A faithful copy of the listing below is required.

- _LISTED RECORDS_

+===+

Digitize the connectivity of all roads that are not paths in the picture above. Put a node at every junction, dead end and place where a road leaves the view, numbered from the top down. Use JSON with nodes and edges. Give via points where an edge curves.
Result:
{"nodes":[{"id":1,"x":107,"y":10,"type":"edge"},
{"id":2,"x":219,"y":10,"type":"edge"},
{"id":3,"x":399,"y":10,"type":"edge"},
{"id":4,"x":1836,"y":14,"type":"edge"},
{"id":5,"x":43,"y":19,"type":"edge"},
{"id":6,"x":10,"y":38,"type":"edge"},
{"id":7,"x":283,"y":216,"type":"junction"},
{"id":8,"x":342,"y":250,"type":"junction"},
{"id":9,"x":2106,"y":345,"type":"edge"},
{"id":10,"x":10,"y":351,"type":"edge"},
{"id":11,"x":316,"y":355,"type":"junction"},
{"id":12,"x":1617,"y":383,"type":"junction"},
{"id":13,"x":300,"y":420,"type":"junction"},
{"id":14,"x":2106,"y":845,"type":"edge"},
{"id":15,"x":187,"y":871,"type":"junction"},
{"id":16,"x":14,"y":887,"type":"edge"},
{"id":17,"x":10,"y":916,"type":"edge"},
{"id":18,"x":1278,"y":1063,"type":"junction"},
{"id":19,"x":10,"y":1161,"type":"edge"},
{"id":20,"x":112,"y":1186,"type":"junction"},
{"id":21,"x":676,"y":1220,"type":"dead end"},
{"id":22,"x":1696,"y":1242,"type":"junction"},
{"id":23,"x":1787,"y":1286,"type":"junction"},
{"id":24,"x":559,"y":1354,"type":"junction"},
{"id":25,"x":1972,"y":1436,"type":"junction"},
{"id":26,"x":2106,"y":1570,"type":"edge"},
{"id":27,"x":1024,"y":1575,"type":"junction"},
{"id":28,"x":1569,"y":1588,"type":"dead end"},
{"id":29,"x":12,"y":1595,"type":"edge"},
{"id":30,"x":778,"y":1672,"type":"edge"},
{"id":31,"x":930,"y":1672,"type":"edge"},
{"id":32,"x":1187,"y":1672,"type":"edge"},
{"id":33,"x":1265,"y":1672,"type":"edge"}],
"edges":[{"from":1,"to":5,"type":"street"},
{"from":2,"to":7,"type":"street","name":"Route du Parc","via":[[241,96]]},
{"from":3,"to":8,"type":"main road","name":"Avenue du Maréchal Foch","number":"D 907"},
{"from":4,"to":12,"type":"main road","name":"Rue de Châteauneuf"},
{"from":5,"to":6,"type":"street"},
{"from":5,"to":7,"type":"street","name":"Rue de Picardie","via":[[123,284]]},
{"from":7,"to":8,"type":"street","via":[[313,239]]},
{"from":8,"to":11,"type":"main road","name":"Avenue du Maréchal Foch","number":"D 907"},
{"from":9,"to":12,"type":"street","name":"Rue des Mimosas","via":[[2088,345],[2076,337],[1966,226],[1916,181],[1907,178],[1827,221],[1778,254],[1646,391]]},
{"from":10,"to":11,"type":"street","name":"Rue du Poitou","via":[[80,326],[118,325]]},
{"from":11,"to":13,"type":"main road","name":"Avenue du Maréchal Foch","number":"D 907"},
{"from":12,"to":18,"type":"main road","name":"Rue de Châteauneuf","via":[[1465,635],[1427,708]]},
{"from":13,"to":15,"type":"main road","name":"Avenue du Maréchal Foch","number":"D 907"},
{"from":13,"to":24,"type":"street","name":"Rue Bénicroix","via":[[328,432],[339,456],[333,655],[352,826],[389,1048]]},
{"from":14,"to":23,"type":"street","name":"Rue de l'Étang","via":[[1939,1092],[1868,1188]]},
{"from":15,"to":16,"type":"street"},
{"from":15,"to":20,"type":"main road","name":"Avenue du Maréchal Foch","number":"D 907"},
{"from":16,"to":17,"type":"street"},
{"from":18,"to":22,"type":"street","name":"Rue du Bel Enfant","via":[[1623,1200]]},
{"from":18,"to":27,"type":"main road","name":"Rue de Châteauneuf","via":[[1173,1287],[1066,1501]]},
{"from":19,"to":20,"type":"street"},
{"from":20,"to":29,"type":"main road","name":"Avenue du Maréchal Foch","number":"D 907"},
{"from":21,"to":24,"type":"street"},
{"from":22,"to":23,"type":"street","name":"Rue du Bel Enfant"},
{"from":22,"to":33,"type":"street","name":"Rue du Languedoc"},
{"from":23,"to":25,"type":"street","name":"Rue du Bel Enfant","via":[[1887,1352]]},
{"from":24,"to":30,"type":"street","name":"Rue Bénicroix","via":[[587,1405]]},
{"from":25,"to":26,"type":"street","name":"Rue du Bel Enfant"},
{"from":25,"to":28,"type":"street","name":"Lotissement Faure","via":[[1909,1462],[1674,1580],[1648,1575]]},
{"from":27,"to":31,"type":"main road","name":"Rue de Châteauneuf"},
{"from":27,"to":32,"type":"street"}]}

+===+

- _WORKED SOLUTION_
Digitize the connectivity of all roads that are not paths in the picture above. Put a node at every junction, dead end and place where a road leaves the view, numbered from the top down. Use JSON with nodes and edges. Give via points where an edge curves.
Result:
{"nodes":[{"id":1,"x":107,"y":10,"type":"edge"},
{"id":2,"x":219,"y":10,"type":"edge"},
{"id":3,"x":399,"y":10,"type":"edge"},
{"id":4,"x":1836,"y":14,"type":"edge"},
{"id":5,"x":43,"y":19,"type":"edge"},
{"id":6,"x":10,"y":38,"type":"edge"},
{"id":7,"x":283,"y":216,"type":"junction"},
{"id":8,"x":342,"y":250,"type":"junction"},
{"id":9,"x":2106,"y":345,"type":"edge"},
{"id":10,"x":10,"y":351,"type":"edge"},
{"id":11,"x":316,"y":355,"type":"junction"},
{"id":12,"x":1617,"y":383,"type":"junction"},
{"id":13,"x":300,"y":420,"type":"junction"},
{"id":14,"x":2106,"y":845,"type":"edge"},
{"id":15,"x":187,"y":871,"type":"junction"},
{"id":16,"x":14,"y":887,"type":"edge"},
{"id":17,"x":10,"y":916,"type":"edge"},
{"id":18,"x":1278,"y":1063,"type":"junction"},
{"id":19,"x":10,"y":1161,"type":"edge"},
{"id":20,"x":112,"y":1186,"type":"junction"},
{"id":21,"x":676,"y":1220,"type":"dead end"},
{"id":22,"x":1696,"y":1242,"type":"junction"},
{"id":23,"x":1787,"y":1286,"type":"junction"},
{"id":24,"x":559,"y":1354,"type":"junction"},
{"id":25,"x":1972,"y":1436,"type":"junction"},
{"id":26,"x":2106,"y":1570,"type":"edge"},
{"id":27,"x":1024,"y":1575,"type":"junction"},
{"id":28,"x":1569,"y":1588,"type":"dead end"},
{"id":29,"x":12,"y":1595,"type":"edge"},
{"id":30,"x":778,"y":1672,"type":"edge"},
{"id":31,"x":930,"y":1672,"type":"edge"},
{"id":32,"x":1187,"y":1672,"type":"edge"},
{"id":33,"x":1265,"y":1672,"type":"edge"}],
"edges":[{"from":1,"to":5,"type":"street"},
{"from":2,"to":7,"type":"street","name":"Route du Parc","via":[[241,96]]},
{"from":3,"to":8,"type":"main road","name":"Avenue du Maréchal Foch","number":"D 907"},
{"from":4,"to":12,"type":"main road","name":"Rue de Châteauneuf"},
{"from":5,"to":6,"type":"street"},
{"from":5,"to":7,"type":"street","name":"Rue de Picardie","via":[[123,284]]},
{"from":7,"to":8,"type":"street","via":[[313,239]]},
{"from":8,"to":11,"type":"main road","name":"Avenue du Maréchal Foch","number":"D 907"},
{"from":9,"to":12,"type":"street","name":"Rue des Mimosas","via":[[2088,345],[2076,337],[1966,226],[1916,181],[1907,178],[1827,221],[1778,254],[1646,391]]},
{"from":10,"to":11,"type":"street","name":"Rue du Poitou","via":[[80,326],[118,325]]},
{"from":11,"to":13,"type":"main road","name":"Avenue du Maréchal Foch","number":"D 907"},
{"from":12,"to":18,"type":"main road","name":"Rue de Châteauneuf","via":[[1465,635],[1427,708]]},
{"from":13,"to":15,"type":"main road","name":"Avenue du Maréchal Foch","number":"D 907"},
{"from":13,"to":24,"type":"street","name":"Rue Bénicroix","via":[[328,432],[339,456],[333,655],[352,826],[389,1048]]},
{"from":14,"to":23,"type":"street","name":"Rue de l'Étang","via":[[1939,1092],[1868,1188]]},
{"from":15,"to":16,"type":"street"},
{"from":15,"to":20,"type":"main road","name":"Avenue du Maréchal Foch","number":"D 907"},
{"from":16,"to":17,"type":"street"},
{"from":18,"to":22,"type":"street","name":"Rue du Bel Enfant","via":[[1623,1200]]},
{"from":18,"to":27,"type":"main road","name":"Rue de Châteauneuf","via":[[1173,1287],[1066,1501]]},
{"from":19,"to":20,"type":"street"},
{"from":20,"to":29,"type":"main road","name":"Avenue du Maréchal Foch","number":"D 907"},
{"from":21,"to":24,"type":"street"},
{"from":22,"to":23,"type":"street","name":"Rue du Bel Enfant"},
{"from":22,"to":33,"type":"street","name":"Rue du Languedoc"},
{"from":23,"to":25,"type":"street","name":"Rue du Bel Enfant","via":[[1887,1352]]},
{"from":24,"to":30,"type":"street","name":"Rue Bénicroix","via":[[587,1405]]},
{"from":25,"to":26,"type":"street","name":"Rue du Bel Enfant"},
{"from":25,"to":28,"type":"street","name":"Lotissement Faure","via":[[1909,1462],[1674,1580],[1648,1575]]},
{"from":27,"to":31,"type":"main road","name":"Rue de Châteauneuf"},
{"from":27,"to":32,"type":"street"}]}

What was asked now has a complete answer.